Copy that, since Im on a budget I found this instead.
Amazon.com: Phottix Ares Wireless Flash Trigger Set (Transmitter and Receiver) #PH89230: Electronics


----------



## jwbryson1 (May 31, 2013)

Dray1027 said:


> jwbryson1 said:
> 
> 
> > Dray1027 said:
> ...




Perfect.  What camera are you using?


----------



## Dray1027 (May 31, 2013)

Cannon Rebel EOS T3i (600D)


----------



## Gavjenks (May 31, 2013)

> That Cowboy Studios received / transmitter system is designed for a Sony  DSLR, and the YN 560 is designed for Nikon or Canon.  What kind of  camera do you have?  You need to pick the model designed to go with your  camera.
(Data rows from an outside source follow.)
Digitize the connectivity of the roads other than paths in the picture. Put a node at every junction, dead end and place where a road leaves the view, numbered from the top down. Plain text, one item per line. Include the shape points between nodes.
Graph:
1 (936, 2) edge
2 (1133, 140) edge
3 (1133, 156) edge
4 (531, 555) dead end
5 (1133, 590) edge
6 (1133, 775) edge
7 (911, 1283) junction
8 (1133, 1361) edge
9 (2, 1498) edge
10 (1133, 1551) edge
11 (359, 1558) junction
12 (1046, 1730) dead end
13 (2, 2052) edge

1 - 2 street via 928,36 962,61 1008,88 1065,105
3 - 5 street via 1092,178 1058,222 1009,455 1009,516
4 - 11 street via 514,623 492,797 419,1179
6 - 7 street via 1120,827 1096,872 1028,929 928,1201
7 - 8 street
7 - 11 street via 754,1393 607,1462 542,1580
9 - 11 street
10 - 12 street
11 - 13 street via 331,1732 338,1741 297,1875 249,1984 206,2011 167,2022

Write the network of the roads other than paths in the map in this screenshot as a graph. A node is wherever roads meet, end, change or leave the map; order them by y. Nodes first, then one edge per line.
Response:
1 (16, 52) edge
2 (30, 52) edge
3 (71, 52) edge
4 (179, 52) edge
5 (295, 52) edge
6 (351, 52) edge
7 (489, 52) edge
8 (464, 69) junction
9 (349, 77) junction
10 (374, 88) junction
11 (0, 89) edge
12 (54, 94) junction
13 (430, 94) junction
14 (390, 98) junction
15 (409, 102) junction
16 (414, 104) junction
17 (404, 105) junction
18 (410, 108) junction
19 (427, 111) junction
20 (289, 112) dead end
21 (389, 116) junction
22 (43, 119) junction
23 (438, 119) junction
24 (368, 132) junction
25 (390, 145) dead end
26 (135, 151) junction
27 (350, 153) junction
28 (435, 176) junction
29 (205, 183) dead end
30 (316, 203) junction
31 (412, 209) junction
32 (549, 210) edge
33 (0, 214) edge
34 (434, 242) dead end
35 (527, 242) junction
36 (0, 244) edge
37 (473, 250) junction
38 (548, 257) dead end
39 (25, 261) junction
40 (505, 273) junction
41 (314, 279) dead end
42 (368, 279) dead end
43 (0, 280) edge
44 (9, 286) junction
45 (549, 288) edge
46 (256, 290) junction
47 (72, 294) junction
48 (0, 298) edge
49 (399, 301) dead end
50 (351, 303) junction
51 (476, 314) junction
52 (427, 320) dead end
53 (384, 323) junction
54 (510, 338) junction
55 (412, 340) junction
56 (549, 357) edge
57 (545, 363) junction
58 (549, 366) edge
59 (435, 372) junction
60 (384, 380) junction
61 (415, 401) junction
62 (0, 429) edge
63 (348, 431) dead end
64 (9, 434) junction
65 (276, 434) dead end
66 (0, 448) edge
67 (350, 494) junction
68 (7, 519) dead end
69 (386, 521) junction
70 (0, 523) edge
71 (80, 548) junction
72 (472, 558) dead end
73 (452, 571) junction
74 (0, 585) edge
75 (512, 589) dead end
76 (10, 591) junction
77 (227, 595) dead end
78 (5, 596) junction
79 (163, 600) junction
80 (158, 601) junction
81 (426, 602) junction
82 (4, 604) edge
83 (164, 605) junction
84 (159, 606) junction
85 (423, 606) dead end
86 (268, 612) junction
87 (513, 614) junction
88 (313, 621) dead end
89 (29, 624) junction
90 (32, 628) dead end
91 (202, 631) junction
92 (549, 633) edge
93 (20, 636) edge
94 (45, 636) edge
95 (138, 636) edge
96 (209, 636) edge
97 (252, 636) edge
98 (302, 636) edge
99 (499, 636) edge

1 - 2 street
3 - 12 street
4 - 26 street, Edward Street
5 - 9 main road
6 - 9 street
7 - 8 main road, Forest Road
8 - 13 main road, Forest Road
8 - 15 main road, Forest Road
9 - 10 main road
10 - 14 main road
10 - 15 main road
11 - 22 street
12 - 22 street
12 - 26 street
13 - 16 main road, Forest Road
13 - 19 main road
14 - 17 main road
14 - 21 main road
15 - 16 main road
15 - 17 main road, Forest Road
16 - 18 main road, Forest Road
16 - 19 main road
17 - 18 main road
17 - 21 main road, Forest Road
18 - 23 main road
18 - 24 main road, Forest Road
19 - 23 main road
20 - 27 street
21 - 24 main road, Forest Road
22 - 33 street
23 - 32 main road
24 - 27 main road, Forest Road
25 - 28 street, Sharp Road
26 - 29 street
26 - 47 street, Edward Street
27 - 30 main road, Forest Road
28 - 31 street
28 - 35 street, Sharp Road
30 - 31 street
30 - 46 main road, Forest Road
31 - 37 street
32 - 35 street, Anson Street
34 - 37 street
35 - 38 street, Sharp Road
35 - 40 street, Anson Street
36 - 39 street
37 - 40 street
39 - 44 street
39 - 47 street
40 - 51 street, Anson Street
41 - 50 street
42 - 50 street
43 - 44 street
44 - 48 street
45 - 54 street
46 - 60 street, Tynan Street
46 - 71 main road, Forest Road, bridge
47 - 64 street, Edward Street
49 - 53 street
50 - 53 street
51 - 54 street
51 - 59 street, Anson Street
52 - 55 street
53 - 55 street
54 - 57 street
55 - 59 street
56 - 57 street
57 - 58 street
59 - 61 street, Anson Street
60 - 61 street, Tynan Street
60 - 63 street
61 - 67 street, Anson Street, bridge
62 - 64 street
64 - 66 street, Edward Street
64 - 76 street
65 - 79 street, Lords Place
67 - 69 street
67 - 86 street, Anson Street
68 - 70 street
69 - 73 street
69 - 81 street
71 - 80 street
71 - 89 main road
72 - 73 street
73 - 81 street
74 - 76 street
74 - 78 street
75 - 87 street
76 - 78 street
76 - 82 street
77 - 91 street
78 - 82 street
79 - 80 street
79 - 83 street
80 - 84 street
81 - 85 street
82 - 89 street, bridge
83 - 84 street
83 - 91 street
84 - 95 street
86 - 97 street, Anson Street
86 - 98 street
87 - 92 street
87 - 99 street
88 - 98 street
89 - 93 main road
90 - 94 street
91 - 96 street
The cowboystudio transmitters and receivers are not made specifically for any brand.  All of the major brands have the same physical hot shoe dimensions, and all of them send an electrical pulse to the center pin on shutter release.  These are the only things the devices require to function.  Thus, the same exact device will work for nikon, sony, canon, etc.  And you don't have to take my word for it. If you look at the amazon links posted, it specifically lists out all of those brands as compatible, too.



> On the Cowboy Studios gear, there are people who swear by them and think  they are great because of the price.  I have a set, and they seem to  work okay, but please keep in mind that you get what you pay for.  They  are cheap, and placticky feeling and they will not last nearly as long  as a better brand like Phottix Strato II units, or Pocket Wizards.



1) Have yours broken?  I use mine about every other day and have for 2-3 years now, and they aren't even at all loose, much less broken in any way. Yes, they are plastic. So are pocket wizards. Modern plastics can be made extremely durable (when was the last time you broke a lego block?), and these do seem to be an example of a product like that.

2) They don't need to last as long as a pocket wizard in order to be a better buy.  For the price of one pocket wizard transmitter, you can buy *ten *cowboystudio receivers AND *five *transmitters. So in order to be more cost effective, they only actually need to last 1/15th as long as a pocket wizard.



> They  will also not have the same range and will be less reliable (misfires  or no fires).


Have you ever actually had a misfire with yours?  I have not, in years of usage.   I'm not saying that it's built like a tank or had crack teams of Swiss engineers design it.  But you have to admit, it's kinda hard to screw up product design-wise. It's just a button that connects a circuit. 

I mean maybe I just got lucky with quality control, but I doubt it, since I have like 4 of them.  I think it's just that it's a blindingly simple task, and a cheap unit is all that is needed to do it.






Now don't get me wrong, pocket wizards are nice due to having more options and features, like being able to change settings for some equipment remotely, blah blah.  That's worth paying for, certainly.  But spreading doubt about a product merely due to the fact that it is cheap (unless you have actual concrete bad experience) is not cool!  Flash communication is very simple stuff.  It's just sending a basic electrical signal from A to B.  There's no reason why it SHOULD cost anything significant (without special features).  I'm surprised it even costs the $30 that it does.  Should be able to do it for like $7.


----------



## Gavjenks (May 31, 2013)

Also, bonus points for the cowboystudio equipment:  If you are the sort of person who enjoys electronics and tinkering with things in general, these happen to be some of the cheapest, DIY-friendly, basic remote control devices you can find online.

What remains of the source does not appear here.